There are many reasons to applaud the discussion paper issued by Treasury on better governance and transparency in superannuation, but its ownership by someone without an in-depth knowledge of retirement planning is worrying.
That Arthur Sinodinos, the minister for financial services and assistant treasurer, also has a background in banking and thus a clear bias for retail funds, is also troubling.
But first let us consider the paper. The equal representation model on boards was important to protect agreement between employers and unions in 1993, but not so now. Many boards are voluntarily reforming themselves, seeking the extra help of talented independents as the size and complexity of their funds has grown, but others are immobile, intransigent and open to widespread accusations of being self-serving or ineffective. These boards could do with the reform suggested in Sinodinos’ paper.
Meanwhile, the rethink of product dashboards and portfolio disclosure will allay widespread anxiety that these might do more harm than good in their current format.
In a sensitive way, the paper also deals with the issue of what default funds an employer has access to, by accepting that industry funds have outperformed retail funds. Any change here, it says, should recognise this. Indeed, many of the large high-governance industry funds have a “bring it on” attitude to such competition.
But concern arises from remarks made by Sinodinos at a breakfast presentation to announce the discussion paper, hosted by the Financial Services Council.
At the presentation in Sydney, he said the foundation of the Coalition’s beliefs was choice. He admitted that while his party had initially fought against compulsion, they had come round, but that their main “beef” now is the lack of choice in the system.
He partly qualified this later in the Q&A session with Jennifer Hewett of the Australian Financial Review, with the following remark: “I often hear that some people say that they are happy to be in a certain sort of fund because it is for a non-engaged investor or passive investors. I do not want passive investors. I want investors who actively take an interest in the financial outcomes.”
This is a hopelessly naïve statement that betrays an ignorance of behavioural finance and of the vast experience of retirement funds worldwide in well-meaning, but ultimately unproductive efforts to engage members. Humans are hardwired to worry about the short-term. A minority of us, largely actuaries and accountants, have the capacity to do financial planning 30 years out, but most need benign, paternalistic superannuation funds, with smart chief investment officers to do the choosing. Any other models are fraught with poor decision attributable to limited investor attention, overconfidence, herding and what behavioural finance experts refer to as “noise trading“.

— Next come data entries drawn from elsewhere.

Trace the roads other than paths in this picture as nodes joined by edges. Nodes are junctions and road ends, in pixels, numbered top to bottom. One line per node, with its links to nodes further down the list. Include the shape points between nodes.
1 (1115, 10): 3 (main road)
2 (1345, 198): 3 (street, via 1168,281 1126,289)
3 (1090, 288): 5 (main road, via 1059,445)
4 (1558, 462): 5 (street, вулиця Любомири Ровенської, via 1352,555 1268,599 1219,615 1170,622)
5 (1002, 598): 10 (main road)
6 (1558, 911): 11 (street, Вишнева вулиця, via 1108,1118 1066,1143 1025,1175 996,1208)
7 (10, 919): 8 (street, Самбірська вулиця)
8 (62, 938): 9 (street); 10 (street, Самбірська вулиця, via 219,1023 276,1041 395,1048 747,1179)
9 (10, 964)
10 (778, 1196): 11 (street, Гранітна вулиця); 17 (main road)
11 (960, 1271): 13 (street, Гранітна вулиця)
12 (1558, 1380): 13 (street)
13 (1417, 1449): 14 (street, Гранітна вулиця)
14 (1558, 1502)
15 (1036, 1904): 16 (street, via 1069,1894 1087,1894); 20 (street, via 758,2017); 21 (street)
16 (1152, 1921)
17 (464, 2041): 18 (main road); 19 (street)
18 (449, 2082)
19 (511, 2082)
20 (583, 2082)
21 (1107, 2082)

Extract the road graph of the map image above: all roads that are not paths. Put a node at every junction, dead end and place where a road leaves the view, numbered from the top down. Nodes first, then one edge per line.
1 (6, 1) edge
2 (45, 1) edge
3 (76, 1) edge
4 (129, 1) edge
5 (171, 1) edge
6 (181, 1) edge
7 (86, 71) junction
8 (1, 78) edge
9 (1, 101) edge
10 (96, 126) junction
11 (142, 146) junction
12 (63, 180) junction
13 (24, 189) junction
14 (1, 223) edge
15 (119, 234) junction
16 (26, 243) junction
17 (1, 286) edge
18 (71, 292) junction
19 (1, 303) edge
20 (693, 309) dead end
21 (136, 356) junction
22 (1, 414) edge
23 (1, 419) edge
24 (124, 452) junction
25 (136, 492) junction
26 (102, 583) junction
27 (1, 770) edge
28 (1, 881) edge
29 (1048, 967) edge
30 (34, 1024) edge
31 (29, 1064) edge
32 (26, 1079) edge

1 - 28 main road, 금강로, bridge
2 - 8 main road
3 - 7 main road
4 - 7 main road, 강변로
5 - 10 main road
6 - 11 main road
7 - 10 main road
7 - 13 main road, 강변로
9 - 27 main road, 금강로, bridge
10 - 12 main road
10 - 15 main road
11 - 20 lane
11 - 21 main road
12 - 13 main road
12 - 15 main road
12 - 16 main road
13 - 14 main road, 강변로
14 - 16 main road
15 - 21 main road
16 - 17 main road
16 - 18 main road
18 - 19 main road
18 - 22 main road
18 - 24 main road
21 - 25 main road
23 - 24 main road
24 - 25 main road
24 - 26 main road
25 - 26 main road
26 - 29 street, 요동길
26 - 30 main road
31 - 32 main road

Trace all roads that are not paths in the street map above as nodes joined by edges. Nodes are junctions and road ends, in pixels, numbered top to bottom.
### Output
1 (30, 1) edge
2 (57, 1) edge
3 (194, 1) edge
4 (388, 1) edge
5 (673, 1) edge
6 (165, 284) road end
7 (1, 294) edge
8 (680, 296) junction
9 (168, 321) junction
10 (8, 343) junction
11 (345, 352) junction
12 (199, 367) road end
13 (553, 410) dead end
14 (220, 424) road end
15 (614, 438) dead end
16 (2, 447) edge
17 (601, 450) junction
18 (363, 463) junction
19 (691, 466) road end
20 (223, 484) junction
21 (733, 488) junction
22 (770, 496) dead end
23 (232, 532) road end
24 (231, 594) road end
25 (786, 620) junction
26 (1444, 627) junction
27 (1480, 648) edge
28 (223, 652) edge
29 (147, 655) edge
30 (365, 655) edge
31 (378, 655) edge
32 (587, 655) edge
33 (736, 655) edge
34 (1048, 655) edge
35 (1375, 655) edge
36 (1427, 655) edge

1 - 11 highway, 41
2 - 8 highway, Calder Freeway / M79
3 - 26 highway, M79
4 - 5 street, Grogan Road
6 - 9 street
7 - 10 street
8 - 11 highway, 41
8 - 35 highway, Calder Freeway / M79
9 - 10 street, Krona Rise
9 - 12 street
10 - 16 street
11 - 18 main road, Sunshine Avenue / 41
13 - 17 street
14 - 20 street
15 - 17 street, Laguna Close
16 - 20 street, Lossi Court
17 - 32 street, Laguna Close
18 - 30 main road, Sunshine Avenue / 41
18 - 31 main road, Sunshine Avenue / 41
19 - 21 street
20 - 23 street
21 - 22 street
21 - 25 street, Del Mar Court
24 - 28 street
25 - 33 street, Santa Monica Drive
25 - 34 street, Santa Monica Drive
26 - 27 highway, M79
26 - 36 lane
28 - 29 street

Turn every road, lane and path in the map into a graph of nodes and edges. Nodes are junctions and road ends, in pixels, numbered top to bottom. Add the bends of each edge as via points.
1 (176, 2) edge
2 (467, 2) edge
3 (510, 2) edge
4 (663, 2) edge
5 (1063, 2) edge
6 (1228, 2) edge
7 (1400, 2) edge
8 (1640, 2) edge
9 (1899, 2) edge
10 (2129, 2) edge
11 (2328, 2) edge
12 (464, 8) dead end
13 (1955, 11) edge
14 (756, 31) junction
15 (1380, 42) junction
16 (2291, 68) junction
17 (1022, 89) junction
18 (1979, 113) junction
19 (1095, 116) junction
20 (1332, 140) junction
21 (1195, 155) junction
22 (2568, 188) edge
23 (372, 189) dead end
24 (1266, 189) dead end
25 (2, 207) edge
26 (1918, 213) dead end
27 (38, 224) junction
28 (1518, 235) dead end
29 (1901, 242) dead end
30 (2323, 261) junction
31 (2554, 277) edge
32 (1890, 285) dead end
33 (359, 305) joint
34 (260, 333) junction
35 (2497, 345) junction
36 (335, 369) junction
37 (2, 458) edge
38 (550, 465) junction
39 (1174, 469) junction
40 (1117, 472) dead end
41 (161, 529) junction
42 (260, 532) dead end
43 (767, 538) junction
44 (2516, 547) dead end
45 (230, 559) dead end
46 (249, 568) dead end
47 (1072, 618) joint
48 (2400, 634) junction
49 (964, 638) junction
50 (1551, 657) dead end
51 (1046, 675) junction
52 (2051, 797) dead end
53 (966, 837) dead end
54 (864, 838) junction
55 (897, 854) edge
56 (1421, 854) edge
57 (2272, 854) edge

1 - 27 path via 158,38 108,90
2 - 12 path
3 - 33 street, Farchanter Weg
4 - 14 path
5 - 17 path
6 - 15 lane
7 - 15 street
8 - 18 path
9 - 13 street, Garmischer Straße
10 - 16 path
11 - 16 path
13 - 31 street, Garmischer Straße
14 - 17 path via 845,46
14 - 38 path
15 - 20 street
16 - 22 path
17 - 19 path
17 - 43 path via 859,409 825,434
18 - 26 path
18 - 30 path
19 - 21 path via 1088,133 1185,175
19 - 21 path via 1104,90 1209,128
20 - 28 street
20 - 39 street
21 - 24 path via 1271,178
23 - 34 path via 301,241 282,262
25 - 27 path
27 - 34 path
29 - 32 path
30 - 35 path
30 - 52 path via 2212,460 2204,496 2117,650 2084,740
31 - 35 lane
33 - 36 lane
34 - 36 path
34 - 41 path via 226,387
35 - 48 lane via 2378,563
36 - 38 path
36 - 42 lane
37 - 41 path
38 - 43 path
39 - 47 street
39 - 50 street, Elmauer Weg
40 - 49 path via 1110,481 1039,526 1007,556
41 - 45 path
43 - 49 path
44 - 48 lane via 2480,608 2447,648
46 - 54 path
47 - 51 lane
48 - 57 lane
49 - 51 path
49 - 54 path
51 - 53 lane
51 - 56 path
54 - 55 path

The basis for Sinodinos’s views comes from a sector he is probably very familiar with, namely self-managed super funds, which he admitted “philosophically we quite like”, describing holders of SMSFs favourably as “people taking responsibility for their own savings”. On this basis he promised to keep regulation around self-managed funds “light touch”, and said education was preferable to prescription.
“If you keep improving the financial literacy of Australians, they will take a more a balanced view of how they allocate their assets,” he said.
A future in which we all make smart decisions on our retirement planning is an attractive one, but it is wishful thinking and it is up to the industry to make this clear to Sinodinos.